Brec Cooke
Legal Writing Instructor

Professor Cooke joined the UDC Law faculty in September 2021 as a legal writing instructor in the Legal Writing Program.  In addition to teaching courses such as Lawyering Process and Moot Court, he works in the UDC Law Writing Hub, which offers regular workshops and provides opportunities for all UDC Law students to work with legal writing mentors one on one. He also coaches UDC Law’s Moot Court Competition Team.
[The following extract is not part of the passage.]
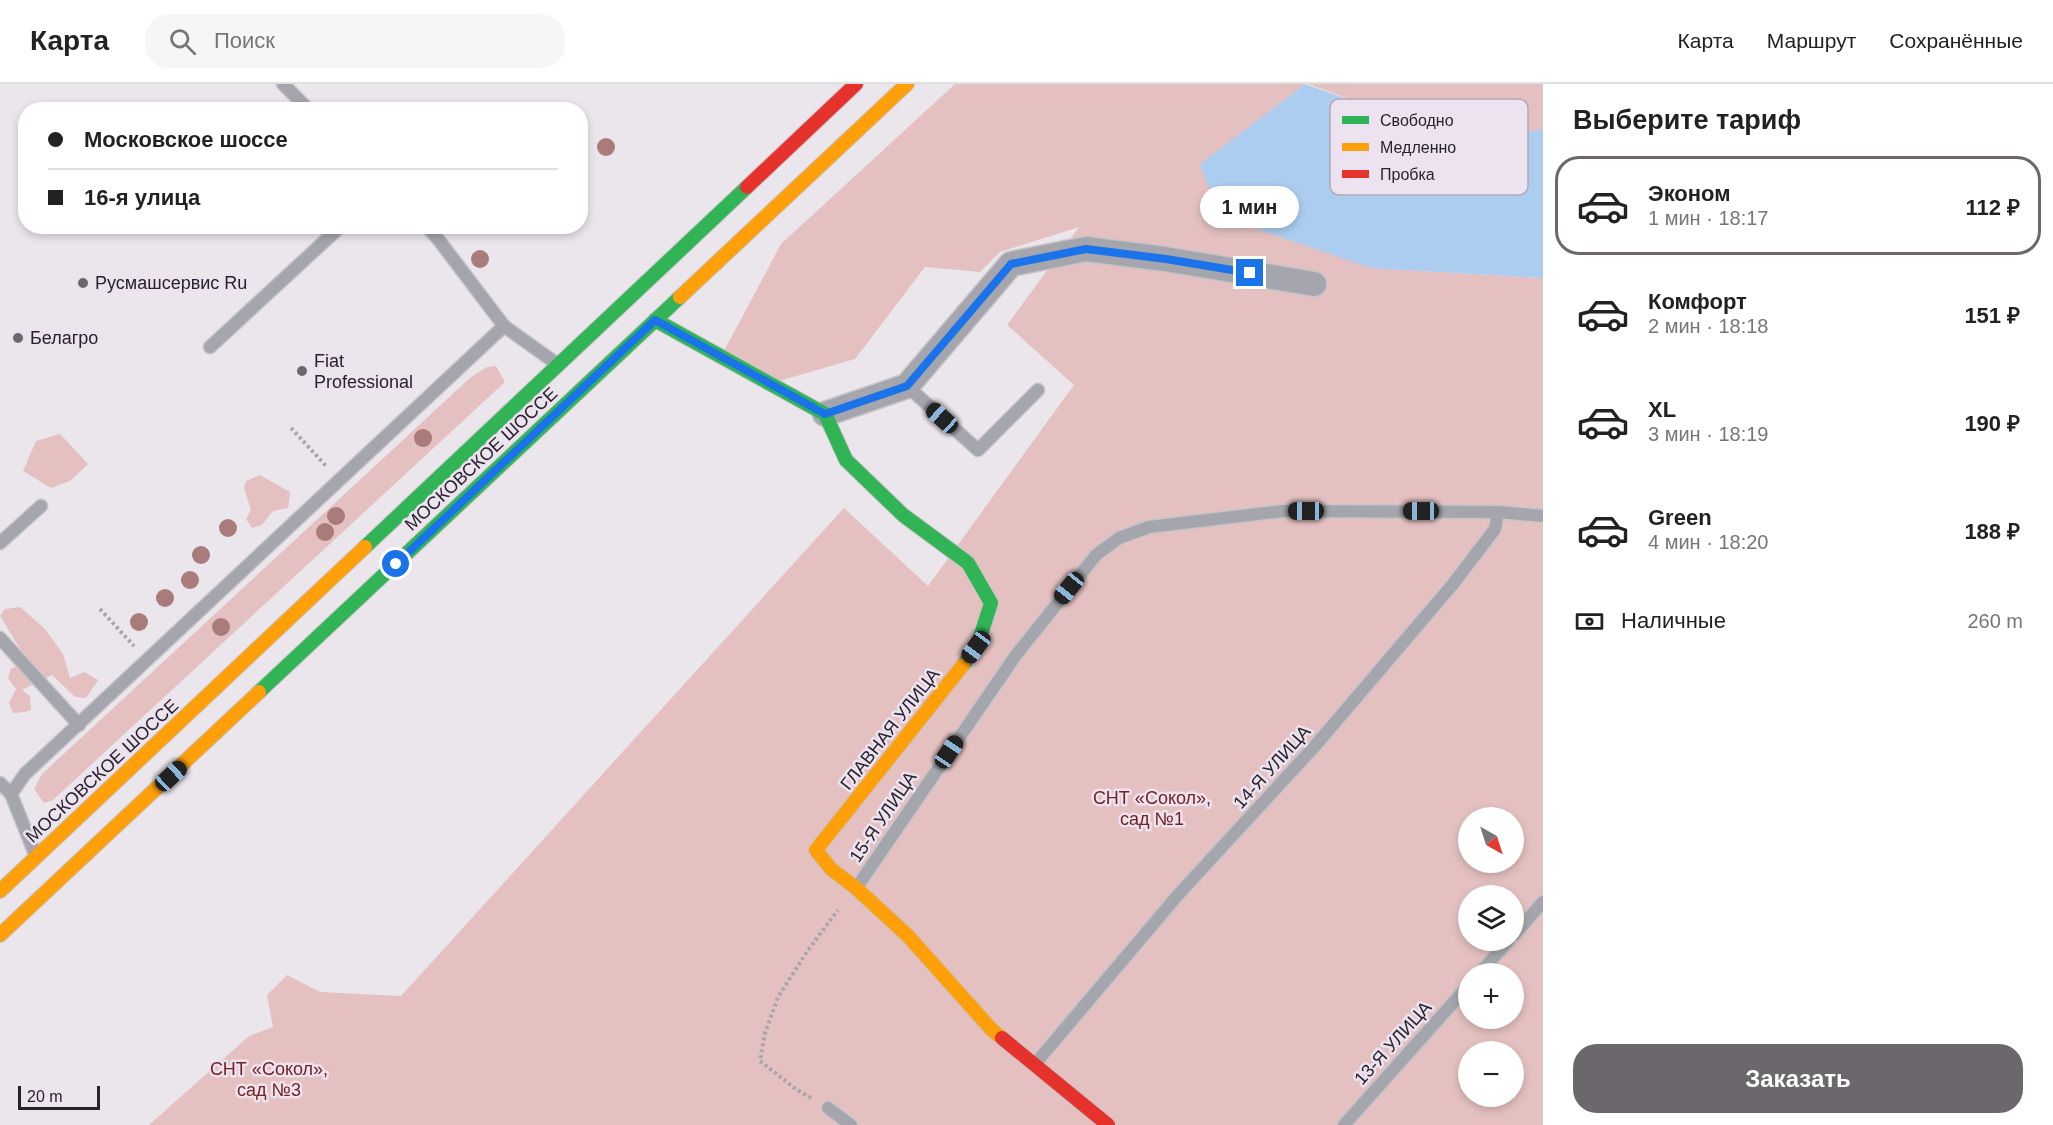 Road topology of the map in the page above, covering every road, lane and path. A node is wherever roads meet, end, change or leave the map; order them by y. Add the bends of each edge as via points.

A graduate of UDC Law, and a member of the Maryland Bar, Professor Cooke joined the faculty after working ten years in private practice as Senior Counsel in the Criminal Group at Price Benowitz LLP, where he developed the criminal group’s appellate and post-conviction practice.  He also supervised the training and development of the group’s numerous law clerks and paralegals.
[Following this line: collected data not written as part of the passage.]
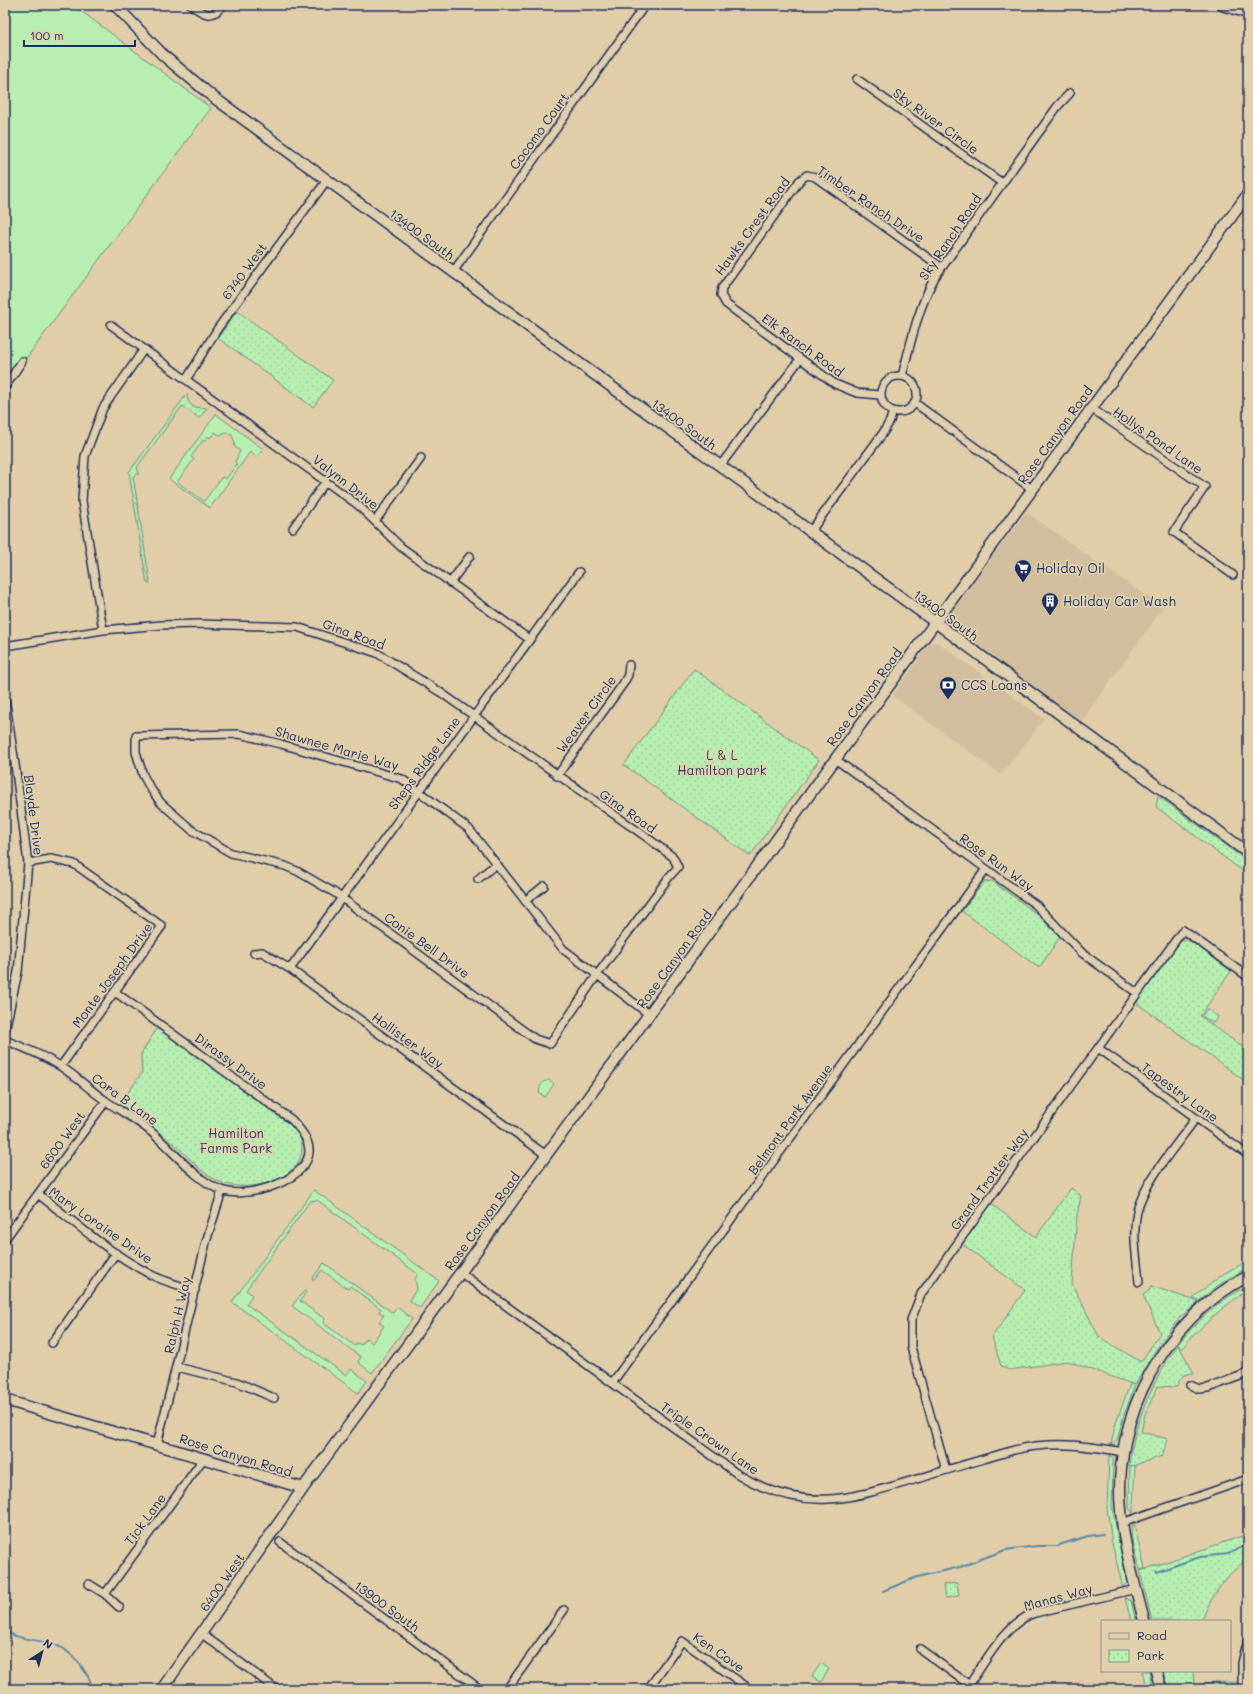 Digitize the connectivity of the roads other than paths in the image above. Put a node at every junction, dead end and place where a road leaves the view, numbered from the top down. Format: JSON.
{"nodes":[{"id":1,"x":115,"y":5,"type":"edge"},
{"id":2,"x":191,"y":5,"type":"edge"},
{"id":3,"x":223,"y":5,"type":"edge"},
{"id":4,"x":645,"y":5,"type":"edge"},
{"id":5,"x":1222,"y":5,"type":"edge"},
{"id":6,"x":1248,"y":13,"type":"edge"},
{"id":7,"x":856,"y":79,"type":"dead end"},
{"id":8,"x":1070,"y":93,"type":"dead end"},
{"id":9,"x":807,"y":175,"type":"joint"},
{"id":10,"x":327,"y":180,"type":"junction"},
{"id":11,"x":1002,"y":183,"type":"junction"},
{"id":12,"x":1248,"y":194,"type":"edge"},
{"id":13,"x":941,"y":267,"type":"junction"},
{"id":14,"x":453,"y":272,"type":"junction"},
{"id":15,"x":721,"y":295,"type":"joint"},
{"id":16,"x":111,"y":325,"type":"dead end"},
{"id":17,"x":144,"y":349,"type":"junction"},
{"id":18,"x":800,"y":359,"type":"junction"},
{"id":19,"x":22,"y":361,"type":"dead end"},
{"id":20,"x":902,"y":376,"type":"junction"},
{"id":21,"x":186,"y":380,"type":"junction"},
{"id":22,"x":5,"y":387,"type":"edge"},
{"id":23,"x":880,"y":395,"type":"junction"},
{"id":24,"x":915,"y":403,"type":"junction"},
{"id":25,"x":1091,"y":408,"type":"junction"},
{"id":26,"x":893,"y":411,"type":"junction"},
{"id":27,"x":421,"y":458,"type":"dead end"},
{"id":28,"x":720,"y":466,"type":"junction"},
{"id":29,"x":326,"y":481,"type":"junction"},
{"id":30,"x":1032,"y":489,"type":"junction"},
{"id":31,"x":376,"y":520,"type":"junction"},
{"id":32,"x":293,"y":528,"type":"dead end"},
{"id":33,"x":810,"y":532,"type":"junction"},
{"id":34,"x":470,"y":556,"type":"dead end"},
{"id":35,"x":579,"y":572,"type":"dead end"},
{"id":36,"x":1233,"y":575,"type":"dead end"},
{"id":37,"x":450,"y":583,"type":"junction"},
{"id":38,"x":935,"y":622,"type":"junction"},
{"id":39,"x":102,"y":630,"type":"junction"},
{"id":40,"x":529,"y":639,"type":"junction"},
{"id":41,"x":5,"y":646,"type":"edge"},
{"id":42,"x":630,"y":665,"type":"dead end"},
{"id":43,"x":5,"y":698,"type":"edge"},
{"id":44,"x":473,"y":716,"type":"junction"},
{"id":45,"x":136,"y":736,"type":"joint"},
{"id":46,"x":835,"y":759,"type":"junction"},
{"id":47,"x":557,"y":776,"type":"junction"},
{"id":48,"x":418,"y":791,"type":"junction"},
{"id":49,"x":1248,"y":853,"type":"edge"},
{"id":50,"x":28,"y":863,"type":"junction"},
{"id":51,"x":496,"y":864,"type":"junction"},
{"id":52,"x":678,"y":867,"type":"joint"},
{"id":53,"x":986,"y":869,"type":"junction"},
{"id":54,"x":478,"y":879,"type":"dead end"},
{"id":55,"x":544,"y":886,"type":"dead end"},
{"id":56,"x":342,"y":898,"type":"junction"},
{"id":57,"x":525,"y":902,"type":"junction"},
{"id":58,"x":254,"y":953,"type":"dead end"},
{"id":59,"x":290,"y":969,"type":"junction"},
{"id":60,"x":597,"y":975,"type":"junction"},
{"id":61,"x":1248,"y":977,"type":"edge"},
{"id":62,"x":115,"y":992,"type":"junction"},
{"id":63,"x":1137,"y":993,"type":"junction"},
{"id":64,"x":650,"y":1015,"type":"junction"},
{"id":65,"x":5,"y":1030,"type":"edge"},
{"id":66,"x":5,"y":1040,"type":"edge"},
{"id":67,"x":1098,"y":1048,"type":"junction"},
{"id":68,"x":61,"y":1066,"type":"junction"},
{"id":69,"x":106,"y":1101,"type":"junction"},
{"id":70,"x":1196,"y":1118,"type":"junction"},
{"id":71,"x":546,"y":1155,"type":"junction"},
{"id":72,"x":1248,"y":1155,"type":"edge"},
{"id":73,"x":222,"y":1191,"type":"junction"},
{"id":74,"x":38,"y":1194,"type":"junction"},
{"id":75,"x":5,"y":1239,"type":"edge"},
{"id":76,"x":116,"y":1253,"type":"junction"},
{"id":77,"x":461,"y":1274,"type":"junction"},
{"id":78,"x":1247,"y":1278,"type":"edge"},
{"id":79,"x":1139,"y":1282,"type":"dead end"},
{"id":80,"x":195,"y":1290,"type":"junction"},
{"id":81,"x":52,"y":1343,"type":"dead end"},
{"id":82,"x":177,"y":1367,"type":"junction"},
{"id":83,"x":1248,"y":1373,"type":"edge"},
{"id":84,"x":612,"y":1383,"type":"junction"},
{"id":85,"x":1190,"y":1385,"type":"dead end"},
{"id":86,"x":274,"y":1398,"type":"dead end"},
{"id":87,"x":5,"y":1400,"type":"edge"},
{"id":88,"x":157,"y":1445,"type":"junction"},
{"id":89,"x":1123,"y":1452,"type":"junction"},
{"id":90,"x":204,"y":1458,"type":"junction"},
{"id":91,"x":946,"y":1470,"type":"junction"},
{"id":92,"x":1248,"y":1479,"type":"edge"},
{"id":93,"x":303,"y":1488,"type":"junction"},
{"id":94,"x":1122,"y":1523,"type":"junction"},
{"id":95,"x":280,"y":1542,"type":"dead end"},
{"id":96,"x":89,"y":1584,"type":"dead end"},
{"id":97,"x":1136,"y":1590,"type":"junction"},
{"id":98,"x":105,"y":1594,"type":"junction"},
{"id":99,"x":119,"y":1607,"type":"dead end"},
{"id":100,"x":564,"y":1610,"type":"dead end"},
{"id":101,"x":1144,"y":1620,"type":"edge"},
{"id":102,"x":202,"y":1634,"type":"junction"},
{"id":103,"x":1248,"y":1639,"type":"edge"},
{"id":104,"x":920,"y":1649,"type":"dead end"},
{"id":105,"x":1156,"y":1672,"type":"edge"},
{"id":106,"x":972,"y":1687,"type":"edge"},
{"id":107,"x":162,"y":1689,"type":"edge"},
{"id":108,"x":276,"y":1689,"type":"edge"},
{"id":109,"x":480,"y":1689,"type":"edge"},
{"id":110,"x":507,"y":1689,"type":"edge"},
{"id":111,"x":648,"y":1689,"type":"edge"},
{"id":112,"x":750,"y":1689,"type":"edge"},
{"id":113,"x":1161,"y":1689,"type":"edge"},
{"id":114,"x":1242,"y":1689,"type":"edge"}],
"edges":[{"from":1,"to":10,"type":"street","name":"13400 South"},
{"from":2,"to":3,"type":"street"},
{"from":4,"to":14,"type":"street","name":"Cocomo Court"},
{"from":5,"to":6,"type":"street"},
{"from":7,"to":11,"type":"street","name":"Sky River Circle"},
{"from":8,"to":11,"type":"street","name":"Sky Ranch Road"},
{"from":9,"to":13,"type":"street","name":"Timber Ranch Drive"},
{"from":9,"to":15,"type":"street","name":"Hawks Crest Road"},
{"from":10,"to":14,"type":"street","name":"13400 South"},
{"from":10,"to":21,"type":"street","name":"6740 West"},
{"from":11,"to":13,"type":"street","name":"Sky Ranch Road"},
{"from":12,"to":25,"type":"street","name":"Rose Canyon Road"},
{"from":13,"to":20,"type":"street","name":"Sky Ranch Road"},
{"from":14,"to":28,"type":"street","name":"13400 South"},
{"from":15,"to":18,"type":"street","name":"Elk Ranch Road"},
{"from":16,"to":17,"type":"street","name":"Valynn Drive"},
{"from":17,"to":21,"type":"street","name":"Valynn Drive"},
{"from":17,"to":39,"type":"street"},
{"from":18,"to":23,"type":"street","name":"Elk Ranch Road"},
{"from":18,"to":28,"type":"street"},
{"from":19,"to":22,"type":"street"},
{"from":20,"to":23,"type":"street"},
{"from":20,"to":24,"type":"street"},
{"from":21,"to":29,"type":"street","name":"Valynn Drive"},
{"from":23,"to":26,"type":"street"},
{"from":24,"to":26,"type":"street"},
{"from":24,"to":30,"type":"street"},
{"from":25,"to":30,"type":"street","name":"Rose Canyon Road"},
{"from":25,"to":36,"type":"street","name":"Hollys Pond Lane"},
{"from":26,"to":33,"type":"street"},
{"from":27,"to":31,"type":"street"},
{"from":28,"to":33,"type":"street","name":"13400 South"},
{"from":29,"to":31,"type":"street","name":"Valynn Drive"},
{"from":29,"to":32,"type":"street"},
{"from":30,"to":38,"type":"street","name":"Rose Canyon Road"},
{"from":31,"to":37,"type":"street","name":"Valynn Drive"},
{"from":33,"to":38,"type":"street","name":"13400 South"},
{"from":34,"to":37,"type":"street"},
{"from":35,"to":40,"type":"street","name":"Sheps Ridge Lane"},
{"from":37,"to":40,"type":"street","name":"Valynn Drive"},
{"from":38,"to":46,"type":"street","name":"Rose Canyon Road"},
{"from":38,"to":49,"type":"street","name":"13400 South"},
{"from":39,"to":41,"type":"street","name":"Gina Road"},
{"from":39,"to":44,"type":"street","name":"Gina Road"},
{"from":40,"to":44,"type":"street","name":"Sheps Ridge Lane"},
{"from":42,"to":47,"type":"street","name":"Weaver Circle"},
{"from":43,"to":50,"type":"street","name":"Blayde Drive"},
{"from":44,"to":47,"type":"street","name":"Gina Road"},
{"from":44,"to":48,"type":"street","name":"Sheps Ridge Lane"},
{"from":45,"to":48,"type":"street","name":"Shawnee Marie Way"},
{"from":45,"to":56,"type":"street","name":"Conie Bell Drive"},
{"from":46,"to":53,"type":"street","name":"Rose Run Way"},
{"from":46,"to":64,"type":"street","name":"Rose Canyon Road"},
{"from":47,"to":52,"type":"street","name":"Gina Road"},
{"from":48,"to":51,"type":"street","name":"Shawnee Marie Way"},
{"from":48,"to":56,"type":"street","name":"Sheps Ridge Lane"},
{"from":50,"to":62,"type":"street","name":"Monte Joseph Drive"},
{"from":50,"to":65,"type":"street","name":"Blayde Drive"},
{"from":51,"to":54,"type":"street"},
{"from":51,"to":57,"type":"street","name":"Shawnee Marie Way"},
{"from":52,"to":60,"type":"street","name":"Conie Bell Drive"},
{"from":53,"to":63,"type":"street","name":"Rose Run Way"},
{"from":53,"to":84,"type":"street","name":"Belmont Park Avenue"},
{"from":55,"to":57,"type":"street"},
{"from":56,"to":59,"type":"street","name":"Sheps Ridge Lane"},
{"from":56,"to":60,"type":"street","name":"Conie Bell Drive"},
{"from":57,"to":60,"type":"street","name":"Shawnee Marie Way"},
{"from":58,"to":59,"type":"street","name":"Hollister Way"},
{"from":59,"to":71,"type":"street","name":"Hollister Way"},
{"from":60,"to":64,"type":"street","name":"Shawnee Marie Way"},
{"from":61,"to":63,"type":"street","name":"Grand Trotter Way"},
{"from":62,"to":68,"type":"street","name":"Monte Joseph Drive"},
{"from":62,"to":73,"type":"street","name":"Dirassy Drive"},
{"from":63,"to":67,"type":"street","name":"Grand Trotter Way"},
{"from":64,"to":71,"type":"street","name":"Rose Canyon Road"},
{"from":66,"to":68,"type":"street","name":"Cora B Lane"},
{"from":67,"to":70,"type":"street","name":"Tapestry Lane"},
{"from":67,"to":91,"type":"street","name":"Grand Trotter Way"},
{"from":68,"to":69,"type":"street","name":"Cora B Lane"},
{"from":69,"to":73,"type":"street","name":"Cora B Lane"},
{"from":69,"to":74,"type":"street","name":"6600 West"},
{"from":70,"to":72,"type":"street","name":"Tapestry Lane"},
{"from":70,"to":79,"type":"street"},
{"from":71,"to":77,"type":"street","name":"Rose Canyon Road"},
{"from":73,"to":80,"type":"street","name":"Ralph H Way"},
{"from":74,"to":75,"type":"street","name":"6600 West"},
{"from":74,"to":76,"type":"street","name":"Mary Loraine Drive"},
{"from":76,"to":80,"type":"street","name":"Mary Loraine Drive"},
{"from":76,"to":81,"type":"street"},
{"from":77,"to":84,"type":"street","name":"Triple Crown Lane"},
{"from":77,"to":93,"type":"street","name":"Rose Canyon Road"},
{"from":78,"to":89,"type":"street"},
{"from":80,"to":82,"type":"street","name":"Ralph H Way"},
{"from":82,"to":86,"type":"street"},
{"from":82,"to":88,"type":"street","name":"Ralph H Way"},
{"from":83,"to":85,"type":"street"},
{"from":84,"to":91,"type":"street","name":"Triple Crown Lane"},
{"from":87,"to":88,"type":"street","name":"Rose Canyon Road"},
{"from":88,"to":90,"type":"street","name":"Rose Canyon Road"},
{"from":89,"to":91,"type":"street","name":"Triple Crown Lane"},
{"from":89,"to":94,"type":"street"},
{"from":90,"to":93,"type":"street","name":"Rose Canyon Road"},
{"from":90,"to":98,"type":"street","name":"Tick Lane"},
{"from":92,"to":94,"type":"street"},
{"from":93,"to":102,"type":"street","name":"6400 West"},
{"from":94,"to":97,"type":"street"},
{"from":95,"to":109,"type":"street","name":"13900 South"},
{"from":96,"to":98,"type":"street"},
{"from":97,"to":101,"type":"street"},
{"from":97,"to":106,"type":"street","name":"Manas Way"},
{"from":98,"to":99,"type":"street"},
{"from":100,"to":110,"type":"street"},
{"from":102,"to":107,"type":"street","name":"6400 West"},
{"from":102,"to":108,"type":"street"},
{"from":103,"to":114,"type":"street"},
{"from":104,"to":106,"type":"street"},
{"from":105,"to":113,"type":"street"},
{"from":111,"to":112,"type":"street","name":"Ken Cove"}]}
Prior to attending law school, he served as Professor of the Practice in the School of Education at American University in Washington, D.C., teaching critical race theory, social justice and education, and education and the law.  He has also taught philosophy in the Department of Philosophy at Edison Community College in Naples, Florida, and in the School of Education at Plymouth State University in Plymouth, N.H.  His scholarship, an example of which has been published in the academic journal Qualitative Inquiry, has focused on the discriminatory perspectives of federal and state legislative bodies in enacting federal and state statutes relating to marginalized groups in the United States.

Professor Cooke earned his Bachelor of Arts degree in International Relations from the George Washington University.  He received a Master of Arts in Liberal Studies (Literary Theory) from Dartmouth College and a Masters in Theology y from Saint Leo University (Florida).  He also holds a M.Ed. from Plymouth State University (N.H.).